There are four types of resistant starch:

  1. Starch that is difficult for the digestive process to reach, often due to a fibrous "shell". Grains and legumes which are cooked intact are an example. Also, some altered starches, such as Hi-Maize corn starch, are in both this category and the next.
     
  2. Some foods, such as unripe bananas, raw potatoes, and plantains, have a type of starch which our digestive enzymes can't break down.
     
  3. Small amounts of resistant starch (about 5% of the total) are produced when some starchy cooked foods, such as potatoes and rice, are allowed to cool before eating.
     
  4. Manufactured resistant starch, made by various chemical processes. It is not known whether these starches have the same benefits as those in the other three groups.

Most starchy foods have at least a small amount of resistant starch in them.

What are the benefits of resistant starch?

It seems that the more it is studied, the more positive effects are being found.

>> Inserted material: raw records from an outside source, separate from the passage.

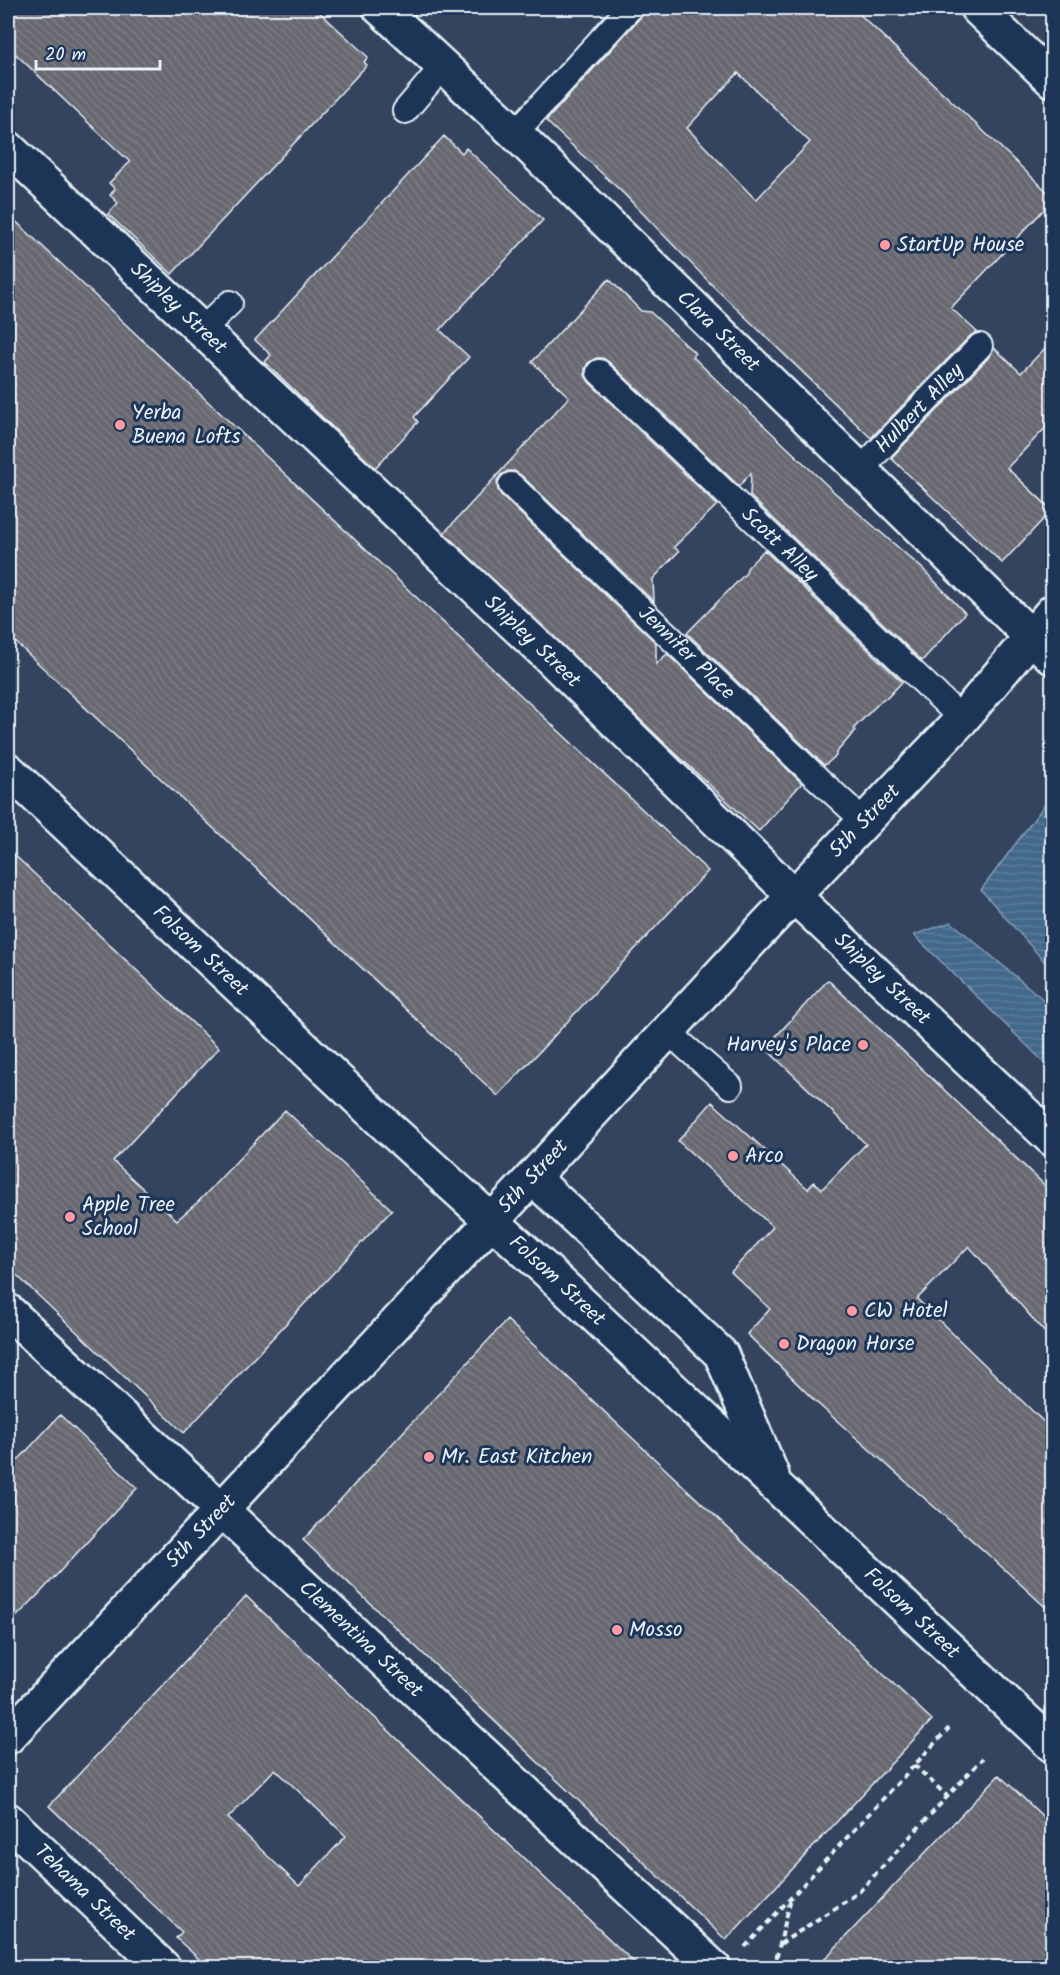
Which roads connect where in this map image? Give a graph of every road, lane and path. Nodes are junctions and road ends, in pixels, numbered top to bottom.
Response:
1 (380, 8) edge
2 (630, 8) edge
3 (976, 8) edge
4 (443, 66) junction
5 (1053, 80) edge
6 (405, 111) dead end
7 (515, 133) junction
8 (8, 148) edge
9 (230, 303) dead end
10 (202, 330) junction
11 (980, 346) dead end
12 (600, 372) dead end
13 (860, 471) junction
14 (511, 485) dead end
15 (1053, 612) edge
16 (1041, 647) edge
17 (962, 718) junction
18 (8, 770) edge
19 (864, 821) junction
20 (794, 896) junction
21 (667, 1031) junction
22 (730, 1086) dead end
23 (1053, 1139) edge
24 (533, 1178) junction
25 (492, 1221) junction
26 (8, 1311) edge
27 (776, 1485) junction
28 (221, 1509) junction
29 (949, 1728) dead end
30 (8, 1737) edge
31 (1053, 1745) edge
32 (983, 1758) dead end
33 (914, 1766) junction
34 (947, 1796) junction
35 (8, 1821) edge
36 (792, 1897) junction
37 (780, 1944) junction
38 (726, 1961) edge
39 (164, 1968) edge
40 (774, 1968) edge

1 - 4 street, Clara Street
2 - 7 lane
3 - 5 street
4 - 6 lane
4 - 7 street, Clara Street
7 - 13 street, Clara Street
8 - 10 street, Shipley Street
9 - 10 lane
10 - 20 street, Shipley Street
11 - 13 lane, Hulbert Alley
12 - 17 lane, Scott Alley
13 - 16 street, Clara Street
14 - 19 lane, Jennifer Place
15 - 16 street, 5th Street
16 - 17 street, 5th Street
17 - 19 street, 5th Street
18 - 25 street, Folsom Street
19 - 20 street, 5th Street
20 - 21 street, 5th Street
20 - 23 street, Shipley Street
21 - 22 lane
21 - 24 street, 5th Street
24 - 25 street, 5th Street
24 - 27 street
25 - 27 street, Folsom Street
25 - 28 street, 5th Street
26 - 28 street, Clementina Street
27 - 31 street, Folsom Street
28 - 30 street, 5th Street
28 - 38 street, Clementina Street
29 - 33 path
32 - 34 path
33 - 34 path
33 - 36 path
34 - 37 path
35 - 39 street, Tehama Street
36 - 37 path
36 - 38 path
37 - 40 path

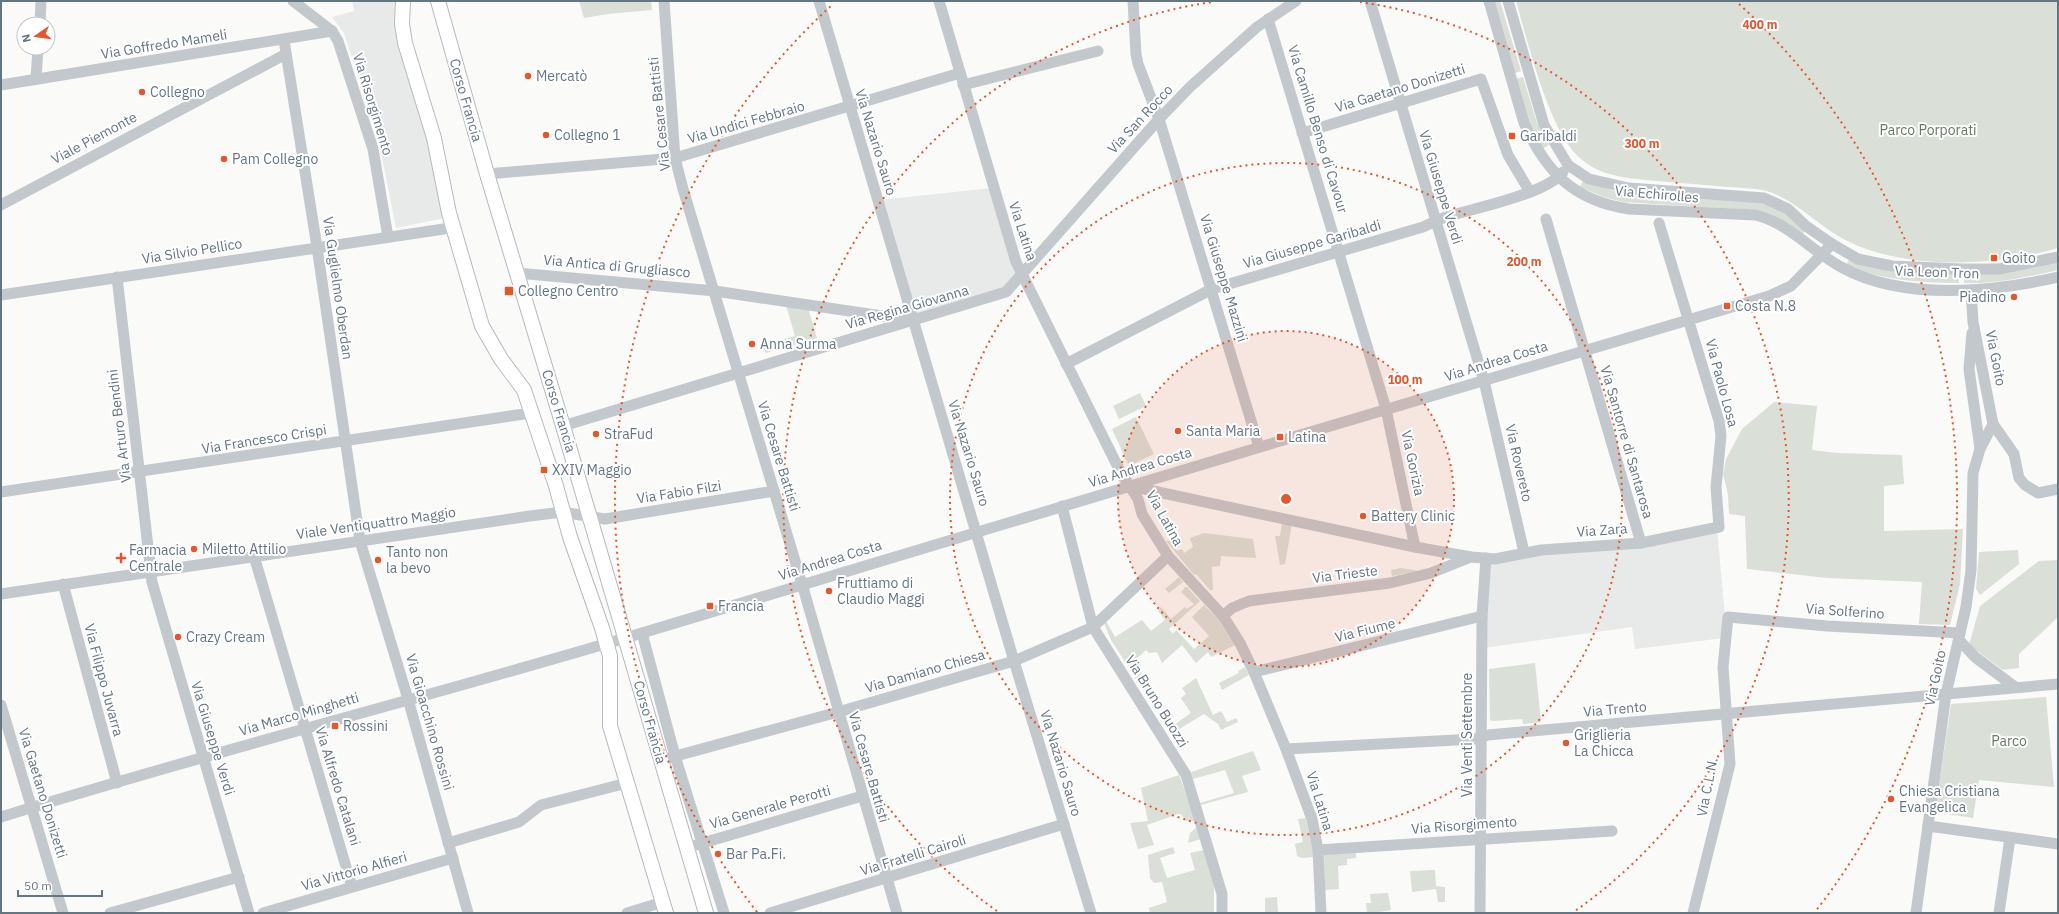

Here are some of the benefits of resistant starch:

  • Resistant starch is especially associted with one type of SCFA, called butyrate, which is protective of colon cells and associated with less genetic damage (which can lead to cancer).
  • As with other fermentable fiber, resistant starch is associated with more mineral absorption, especially calcium and magnesium.
  • Perhaps most exciting for people with sugar issues, resistant starch seems to improve insulin sensitivity.  In the so-called "second meal effect", fermentable fiber and resistant starch are associated with improvedglucose tolerance the next day. 
  • Resistant starch produces more satiety.
  • Resistant starch consumption is associated with lower cholesterol and triglyceride levels.
  • Promotes "good" bacteria, and supresses "bad" bacteria and their toxic products.
  • Promotes bowel regularity.
  • Resistant starch in a meal is associated with less fat storage after that meal.


Source

Brighenti, Furio et al. "Colonic fermentation of indigestible carbohydrates contributes to the second-meal effect." American Journal of Clinical Nutrition 83.4 (2006): 817-822.

Cummings, JH. "The Large Intestine in Nutrition and Disease: (monograph), December 1996, ISBN 2-930151-02-1

Englyst, Klaus and Englyst, Hans. "Carbohydrate Bioavailability." British Journal of Nutrition94 (2005): 1-11.

Englyst, Klaus, et al. "Glycaemic index of cereal products explained by their content of rapidly and slowly available glucose." British Journal of Nutrition. 89 (2003):329-339

Higgins, Janine. "Resistant Starch: Metabolic Effects and Potential Health Benefits." Journal of AOAC International 87 (2004):761-8.

Higgins, Janine, et al. "Resistant starch consumption promotes lipid oxidation.Nutrition and Metabolism 1.8 (2004): 1743-7075.

Robertson, M.D. et al. "Prior Short-Term Consumption of Resistant Starch Enhances Postprandial Insulin Sensitivity in Healthy Subjects." Diabetologia 46 (2003): 659-665.